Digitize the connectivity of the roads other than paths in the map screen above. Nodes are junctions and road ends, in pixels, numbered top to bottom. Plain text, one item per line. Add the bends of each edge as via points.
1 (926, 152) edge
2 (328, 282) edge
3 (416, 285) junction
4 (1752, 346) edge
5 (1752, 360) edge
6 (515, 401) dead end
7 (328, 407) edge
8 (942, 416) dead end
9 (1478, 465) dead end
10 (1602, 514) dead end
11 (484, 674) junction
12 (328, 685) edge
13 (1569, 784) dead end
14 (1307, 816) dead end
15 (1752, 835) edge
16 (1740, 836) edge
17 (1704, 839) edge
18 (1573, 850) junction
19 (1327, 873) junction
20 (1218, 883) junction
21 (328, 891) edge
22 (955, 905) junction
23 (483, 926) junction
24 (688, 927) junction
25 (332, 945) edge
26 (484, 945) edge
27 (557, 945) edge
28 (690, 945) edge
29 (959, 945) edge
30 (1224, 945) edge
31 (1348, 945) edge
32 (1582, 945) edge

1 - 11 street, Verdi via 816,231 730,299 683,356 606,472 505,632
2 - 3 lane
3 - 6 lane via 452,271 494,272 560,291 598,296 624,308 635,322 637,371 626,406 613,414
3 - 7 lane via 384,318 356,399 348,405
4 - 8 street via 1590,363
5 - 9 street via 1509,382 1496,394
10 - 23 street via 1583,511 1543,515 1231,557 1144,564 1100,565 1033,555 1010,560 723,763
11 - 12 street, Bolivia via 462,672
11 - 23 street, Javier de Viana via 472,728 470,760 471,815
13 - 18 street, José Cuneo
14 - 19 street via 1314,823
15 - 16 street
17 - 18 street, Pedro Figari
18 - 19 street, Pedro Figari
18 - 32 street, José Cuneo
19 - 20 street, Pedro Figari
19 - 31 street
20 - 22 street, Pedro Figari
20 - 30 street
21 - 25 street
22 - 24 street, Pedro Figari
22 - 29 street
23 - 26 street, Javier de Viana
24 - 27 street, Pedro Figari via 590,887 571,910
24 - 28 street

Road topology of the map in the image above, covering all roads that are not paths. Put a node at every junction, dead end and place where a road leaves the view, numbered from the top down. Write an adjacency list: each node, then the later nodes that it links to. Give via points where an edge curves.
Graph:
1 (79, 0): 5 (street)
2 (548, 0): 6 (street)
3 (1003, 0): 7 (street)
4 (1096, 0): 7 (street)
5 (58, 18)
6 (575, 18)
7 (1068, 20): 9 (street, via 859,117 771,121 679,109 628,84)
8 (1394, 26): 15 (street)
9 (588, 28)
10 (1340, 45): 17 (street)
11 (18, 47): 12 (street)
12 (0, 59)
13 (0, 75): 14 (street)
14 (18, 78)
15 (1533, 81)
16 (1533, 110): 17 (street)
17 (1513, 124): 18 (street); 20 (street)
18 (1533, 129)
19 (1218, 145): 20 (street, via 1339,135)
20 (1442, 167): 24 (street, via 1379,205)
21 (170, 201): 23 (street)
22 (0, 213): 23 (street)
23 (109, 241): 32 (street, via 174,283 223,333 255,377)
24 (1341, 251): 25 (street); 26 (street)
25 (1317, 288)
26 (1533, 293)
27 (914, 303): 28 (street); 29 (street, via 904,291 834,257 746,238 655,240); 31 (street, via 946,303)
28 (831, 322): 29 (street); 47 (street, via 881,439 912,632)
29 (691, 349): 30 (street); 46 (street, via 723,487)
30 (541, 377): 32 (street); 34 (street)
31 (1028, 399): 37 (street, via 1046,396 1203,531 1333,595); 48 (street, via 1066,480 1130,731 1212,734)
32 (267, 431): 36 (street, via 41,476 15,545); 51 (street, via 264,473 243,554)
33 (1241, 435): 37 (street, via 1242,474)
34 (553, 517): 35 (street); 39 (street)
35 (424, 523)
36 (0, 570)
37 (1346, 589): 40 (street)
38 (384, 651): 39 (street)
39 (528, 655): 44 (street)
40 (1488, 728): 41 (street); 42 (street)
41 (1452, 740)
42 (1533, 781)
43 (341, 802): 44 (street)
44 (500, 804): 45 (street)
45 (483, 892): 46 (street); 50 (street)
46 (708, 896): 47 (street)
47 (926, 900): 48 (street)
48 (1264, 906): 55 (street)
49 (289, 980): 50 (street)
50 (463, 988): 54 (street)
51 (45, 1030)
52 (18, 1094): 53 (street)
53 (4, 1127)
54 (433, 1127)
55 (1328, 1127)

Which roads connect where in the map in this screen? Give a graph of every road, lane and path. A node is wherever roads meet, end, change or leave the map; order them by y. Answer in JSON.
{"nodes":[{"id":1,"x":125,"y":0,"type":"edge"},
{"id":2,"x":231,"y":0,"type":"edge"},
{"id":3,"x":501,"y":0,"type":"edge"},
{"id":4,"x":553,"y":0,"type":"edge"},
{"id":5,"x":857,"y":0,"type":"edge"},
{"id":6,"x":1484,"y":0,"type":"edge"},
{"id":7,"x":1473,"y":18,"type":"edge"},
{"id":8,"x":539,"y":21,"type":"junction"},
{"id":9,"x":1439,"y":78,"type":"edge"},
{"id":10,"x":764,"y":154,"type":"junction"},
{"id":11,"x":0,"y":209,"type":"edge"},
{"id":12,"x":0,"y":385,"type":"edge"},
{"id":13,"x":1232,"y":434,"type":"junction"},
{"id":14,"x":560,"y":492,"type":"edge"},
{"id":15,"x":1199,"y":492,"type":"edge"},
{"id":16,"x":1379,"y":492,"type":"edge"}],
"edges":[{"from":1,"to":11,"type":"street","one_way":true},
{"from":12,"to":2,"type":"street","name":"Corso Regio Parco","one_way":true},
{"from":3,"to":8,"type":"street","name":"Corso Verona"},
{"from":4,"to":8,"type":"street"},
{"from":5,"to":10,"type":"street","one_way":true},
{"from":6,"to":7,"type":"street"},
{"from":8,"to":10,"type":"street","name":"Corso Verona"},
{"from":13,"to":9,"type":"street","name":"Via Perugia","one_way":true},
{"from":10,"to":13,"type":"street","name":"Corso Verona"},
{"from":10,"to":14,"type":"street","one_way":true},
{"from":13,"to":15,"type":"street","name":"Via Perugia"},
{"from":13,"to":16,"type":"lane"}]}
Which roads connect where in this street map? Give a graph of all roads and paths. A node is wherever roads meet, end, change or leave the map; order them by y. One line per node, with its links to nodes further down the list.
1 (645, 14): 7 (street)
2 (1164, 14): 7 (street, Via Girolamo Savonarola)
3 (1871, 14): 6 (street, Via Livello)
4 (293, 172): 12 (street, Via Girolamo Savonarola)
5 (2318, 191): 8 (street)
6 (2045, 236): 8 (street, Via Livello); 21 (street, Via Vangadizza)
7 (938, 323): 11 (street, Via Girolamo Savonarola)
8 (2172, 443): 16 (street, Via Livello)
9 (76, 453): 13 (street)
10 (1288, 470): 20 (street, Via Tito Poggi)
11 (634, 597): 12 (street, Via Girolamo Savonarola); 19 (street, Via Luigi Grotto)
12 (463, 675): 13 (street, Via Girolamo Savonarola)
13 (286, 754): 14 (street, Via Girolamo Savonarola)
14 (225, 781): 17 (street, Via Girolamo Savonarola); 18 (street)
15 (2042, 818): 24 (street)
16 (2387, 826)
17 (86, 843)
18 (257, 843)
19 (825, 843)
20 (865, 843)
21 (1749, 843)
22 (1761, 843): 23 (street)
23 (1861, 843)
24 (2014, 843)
====
The entries above must be transcribed word for word.

Digitize the connectivity of the roads other than paths in the map screen above. Nodes are junctions and road ends, in pixels, numbered top to bottom. Plain text, one item per line. Add the bends of each edge as via points.
1 (926, 152) edge
2 (328, 282) edge
3 (416, 285) junction
4 (1752, 346) edge
5 (1752, 360) edge
6 (515, 401) dead end
7 (328, 407) edge
8 (942, 416) dead end
9 (1478, 465) dead end
10 (1602, 514) dead end
11 (484, 674) junction
12 (328, 685) edge
13 (1569, 784) dead end
14 (1307, 816) dead end
15 (1752, 835) edge
16 (1740, 836) edge
17 (1704, 839) edge
18 (1573, 850) junction
19 (1327, 873) junction
20 (1218, 883) junction
21 (328, 891) edge
22 (955, 905) junction
23 (483, 926) junction
24 (688, 927) junction
25 (332, 945) edge
26 (484, 945) edge
27 (557, 945) edge
28 (690, 945) edge
29 (959, 945) edge
30 (1224, 945) edge
31 (1348, 945) edge
32 (1582, 945) edge

1 - 11 street, Verdi via 816,231 730,299 683,356 606,472 505,632
2 - 3 lane
3 - 6 lane via 452,271 494,272 560,291 598,296 624,308 635,322 637,371 626,406 613,414
3 - 7 lane via 384,318 356,399 348,405
4 - 8 street via 1590,363
5 - 9 street via 1509,382 1496,394
10 - 23 street via 1583,511 1543,515 1231,557 1144,564 1100,565 1033,555 1010,560 723,763
11 - 12 street, Bolivia via 462,672
11 - 23 street, Javier de Viana via 472,728 470,760 471,815
13 - 18 street, José Cuneo
14 - 19 street via 1314,823
15 - 16 street
17 - 18 street, Pedro Figari
18 - 19 street, Pedro Figari
18 - 32 street, José Cuneo
19 - 20 street, Pedro Figari
19 - 31 street
20 - 22 street, Pedro Figari
20 - 30 street
21 - 25 street
22 - 24 street, Pedro Figari
22 - 29 street
23 - 26 street, Javier de Viana
24 - 27 street, Pedro Figari via 590,887 571,910
24 - 28 street

Road topology of the map in the image above, covering all roads that are not paths. Put a node at every junction, dead end and place where a road leaves the view, numbered from the top down. Write an adjacency list: each node, then the later nodes that it links to. Give via points where an edge curves.
Graph:
1 (79, 0): 5 (street)
2 (548, 0): 6 (street)
3 (1003, 0): 7 (street)
4 (1096, 0): 7 (street)
5 (58, 18)
6 (575, 18)
7 (1068, 20): 9 (street, via 859,117 771,121 679,109 628,84)
8 (1394, 26): 15 (street)
9 (588, 28)
10 (1340, 45): 17 (street)
11 (18, 47): 12 (street)
12 (0, 59)
13 (0, 75): 14 (street)
14 (18, 78)
15 (1533, 81)
16 (1533, 110): 17 (street)
17 (1513, 124): 18 (street); 20 (street)
18 (1533, 129)
19 (1218, 145): 20 (street, via 1339,135)
20 (1442, 167): 24 (street, via 1379,205)
21 (170, 201): 23 (street)
22 (0, 213): 23 (street)
23 (109, 241): 32 (street, via 174,283 223,333 255,377)
24 (1341, 251): 25 (street); 26 (street)
25 (1317, 288)
26 (1533, 293)
27 (914, 303): 28 (street); 29 (street, via 904,291 834,257 746,238 655,240); 31 (street, via 946,303)
28 (831, 322): 29 (street); 47 (street, via 881,439 912,632)
29 (691, 349): 30 (street); 46 (street, via 723,487)
30 (541, 377): 32 (street); 34 (street)
31 (1028, 399): 37 (street, via 1046,396 1203,531 1333,595); 48 (street, via 1066,480 1130,731 1212,734)
32 (267, 431): 36 (street, via 41,476 15,545); 51 (street, via 264,473 243,554)
33 (1241, 435): 37 (street, via 1242,474)
34 (553, 517): 35 (street); 39 (street)
35 (424, 523)
36 (0, 570)
37 (1346, 589): 40 (street)
38 (384, 651): 39 (street)
39 (528, 655): 44 (street)
40 (1488, 728): 41 (street); 42 (street)
41 (1452, 740)
42 (1533, 781)
43 (341, 802): 44 (street)
44 (500, 804): 45 (street)
45 (483, 892): 46 (street); 50 (street)
46 (708, 896): 47 (street)
47 (926, 900): 48 (street)
48 (1264, 906): 55 (street)
49 (289, 980): 50 (street)
50 (463, 988): 54 (street)
51 (45, 1030)
52 (18, 1094): 53 (street)
53 (4, 1127)
54 (433, 1127)
55 (1328, 1127)

Which roads connect where in the map in this screen? Give a graph of every road, lane and path. A node is wherever roads meet, end, change or leave the map; order them by y. Answer in JSON.
{"nodes":[{"id":1,"x":125,"y":0,"type":"edge"},
{"id":2,"x":231,"y":0,"type":"edge"},
{"id":3,"x":501,"y":0,"type":"edge"},
{"id":4,"x":553,"y":0,"type":"edge"},
{"id":5,"x":857,"y":0,"type":"edge"},
{"id":6,"x":1484,"y":0,"type":"edge"},
{"id":7,"x":1473,"y":18,"type":"edge"},
{"id":8,"x":539,"y":21,"type":"junction"},
{"id":9,"x":1439,"y":78,"type":"edge"},
{"id":10,"x":764,"y":154,"type":"junction"},
{"id":11,"x":0,"y":209,"type":"edge"},
{"id":12,"x":0,"y":385,"type":"edge"},
{"id":13,"x":1232,"y":434,"type":"junction"},
{"id":14,"x":560,"y":492,"type":"edge"},
{"id":15,"x":1199,"y":492,"type":"edge"},
{"id":16,"x":1379,"y":492,"type":"edge"}],
"edges":[{"from":1,"to":11,"type":"street","one_way":true},
{"from":12,"to":2,"type":"street","name":"Corso Regio Parco","one_way":true},
{"from":3,"to":8,"type":"street","name":"Corso Verona"},
{"from":4,"to":8,"type":"street"},
{"from":5,"to":10,"type":"street","one_way":true},
{"from":6,"to":7,"type":"street"},
{"from":8,"to":10,"type":"street","name":"Corso Verona"},
{"from":13,"to":9,"type":"street","name":"Via Perugia","one_way":true},
{"from":10,"to":13,"type":"street","name":"Corso Verona"},
{"from":10,"to":14,"type":"street","one_way":true},
{"from":13,"to":15,"type":"street","name":"Via Perugia"},
{"from":13,"to":16,"type":"lane"}]}
Which roads connect where in this street map? Give a graph of all roads and paths. A node is wherever roads meet, end, change or leave the map; order them by y. One line per node, with its links to nodes further down the list.
1 (645, 14): 7 (street)
2 (1164, 14): 7 (street, Via Girolamo Savonarola)
3 (1871, 14): 6 (street, Via Livello)
4 (293, 172): 12 (street, Via Girolamo Savonarola)
5 (2318, 191): 8 (street)
6 (2045, 236): 8 (street, Via Livello); 21 (street, Via Vangadizza)
7 (938, 323): 11 (street, Via Girolamo Savonarola)
8 (2172, 443): 16 (street, Via Livello)
9 (76, 453): 13 (street)
10 (1288, 470): 20 (street, Via Tito Poggi)
11 (634, 597): 12 (street, Via Girolamo Savonarola); 19 (street, Via Luigi Grotto)
12 (463, 675): 13 (street, Via Girolamo Savonarola)
13 (286, 754): 14 (street, Via Girolamo Savonarola)
14 (225, 781): 17 (street, Via Girolamo Savonarola); 18 (street)
15 (2042, 818): 24 (street)
16 (2387, 826)
17 (86, 843)
18 (257, 843)
19 (825, 843)
20 (865, 843)
21 (1749, 843)
22 (1761, 843): 23 (street)
23 (1861, 843)
24 (2014, 843)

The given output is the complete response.